Specifically, the bank said: "the five banks that merged into Sterling Bank, entered into a scheme of merger, sanctioned by the court, which provided for two key review exercises to be undertaken in order to, whereby necessary, adjust the relative pre-merger values of the legacy banks. The two review exercises prescribed in the scheme were:
"A close-out audit of the accounts of each of the legacy banks as at 31st December 2005: to take into consideration and compensate pre-merger shareholders for changes that had occurred to the legacy banks' values since 31st March, 2005, when due diligence was conducted on the banks, i.e. the cut-off date for the merger.
"Post-merger adjustments: to further compensate pre-merger shareholders of the legacy banks, for material changes attributable to any of the legacy banks, provided that the aggregate value of such material change exceeded N100 million.”
The bank explained further that each of the legacy banks appointed a firm of auditors/ consultants as its shareholders' representative. "The five shareholders' representatives, who derived their power from the court sanctioned scheme of merger, submitted a report dated 13th March, 2007 wherein they unanimously recommended the issuance of additional 13,317,026,285 ordinary shares as compensation shares to be issued to the various shareholders of the legacy banks who hitherto, were the holders of 10,552,847,651 ordinary shares of the bank."
“Also the shareholders' representatives, mindful of the implication of almost 24 billion shares in issue also recommended a reconstruction of the entire shares. The shareholders of the bank, at the 45th yearly general meeting held on 28th August, 2007, approved a resolution for the reconstruction of the entire shares of the bank that is 23,869,873,936 ordinary shares of the bank,” the statement explained.
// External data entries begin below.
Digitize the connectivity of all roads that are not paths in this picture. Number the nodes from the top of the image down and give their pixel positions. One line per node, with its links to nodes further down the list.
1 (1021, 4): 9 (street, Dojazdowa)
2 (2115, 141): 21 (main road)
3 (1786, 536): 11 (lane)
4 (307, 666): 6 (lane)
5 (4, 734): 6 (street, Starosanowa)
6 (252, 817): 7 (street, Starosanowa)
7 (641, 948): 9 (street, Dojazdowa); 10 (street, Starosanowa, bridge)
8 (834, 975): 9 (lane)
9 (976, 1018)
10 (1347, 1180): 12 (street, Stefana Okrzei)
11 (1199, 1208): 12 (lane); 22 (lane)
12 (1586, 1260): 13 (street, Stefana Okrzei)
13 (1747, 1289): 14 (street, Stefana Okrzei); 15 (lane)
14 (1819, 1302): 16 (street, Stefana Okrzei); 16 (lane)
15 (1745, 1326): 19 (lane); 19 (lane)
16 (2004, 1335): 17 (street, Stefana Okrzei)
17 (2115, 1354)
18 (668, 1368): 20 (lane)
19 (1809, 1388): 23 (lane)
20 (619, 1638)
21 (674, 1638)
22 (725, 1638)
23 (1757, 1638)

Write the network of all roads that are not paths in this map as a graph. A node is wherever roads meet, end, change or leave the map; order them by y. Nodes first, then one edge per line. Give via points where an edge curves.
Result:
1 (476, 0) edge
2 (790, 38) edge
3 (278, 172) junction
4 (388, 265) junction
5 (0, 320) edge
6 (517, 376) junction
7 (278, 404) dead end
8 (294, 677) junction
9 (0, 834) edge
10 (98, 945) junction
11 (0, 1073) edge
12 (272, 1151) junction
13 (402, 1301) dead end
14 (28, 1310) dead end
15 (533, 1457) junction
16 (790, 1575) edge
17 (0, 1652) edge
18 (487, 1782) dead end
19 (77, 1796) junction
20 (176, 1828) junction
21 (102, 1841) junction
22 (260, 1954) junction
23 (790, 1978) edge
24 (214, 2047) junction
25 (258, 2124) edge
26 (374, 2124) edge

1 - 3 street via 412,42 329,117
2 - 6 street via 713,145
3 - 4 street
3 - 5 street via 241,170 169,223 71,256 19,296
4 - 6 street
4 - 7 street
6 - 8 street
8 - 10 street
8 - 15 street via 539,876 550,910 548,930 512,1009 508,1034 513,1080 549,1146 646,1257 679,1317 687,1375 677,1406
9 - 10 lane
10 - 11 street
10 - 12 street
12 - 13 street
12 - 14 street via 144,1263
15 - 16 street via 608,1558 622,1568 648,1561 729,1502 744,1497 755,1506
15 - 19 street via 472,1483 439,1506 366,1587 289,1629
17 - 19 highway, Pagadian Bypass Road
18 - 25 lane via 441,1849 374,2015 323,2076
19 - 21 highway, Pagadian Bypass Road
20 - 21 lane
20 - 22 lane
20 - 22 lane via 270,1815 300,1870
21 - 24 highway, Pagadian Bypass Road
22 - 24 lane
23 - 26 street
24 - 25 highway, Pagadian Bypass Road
In the statutory notice of the yearly general meeting, which was published in at least two national daily newspapers, the bank noted that it was specifically stated under special business, among others, “to consider, and, if thought fit, to pass the following resolutions as special resolutions: resolution10:'that the directors be empowered to reconstruct the bank's shares as a result of the post-merger share adjustment in accordance with the approved scheme of merger on the basis, terms, and at a time to be determined by the directors. This resolution was unanimously approved by the shareholders.”
The statement added: "the two key regulatory agencies, the Nigerian Deposit Insurance Corporation (NDIC) and the Central Bank of Nigeria (CBN), in September 2007, separately wrote to the bank to invoke the clause relating to the close-out audit share adjustment in the scheme of merger to compensate the shareholders of the legacy banks as recommended by the shareholders' representatives.
"The Board of directors of the bank consequently applied for regulatory approvals to issue the compensation shares and simultaneously reconstruct the shares from the CBN, the Securities and Exchange Commission (SEC) and the Nigerian Stock Exchange (NSE); all the approvals were obtained.
"The bank subsequently placed the shares on total suspension from daily trading in order to effect the issuance of compensation shares as well as the reconstruction of the shares of the bank. This reconstruction was carried out at a ratio of 10 new shares for every 19 existing shares.
"It is true that the reconstruction of the original 10.5 billion shares (10 for 19) should have led to a simultaneous doubling of the share price; however, the issuance of the additional 13,317,026,285 compensation shares (also reconstructed) automatically diluted the expected effect. "The situation was further exacerbated by the current bearish market."
The bank assured the shareholders that the merger/integration process has been completed and the financial institution "is on course to deliver superior return on investments and enhance shareholders' value."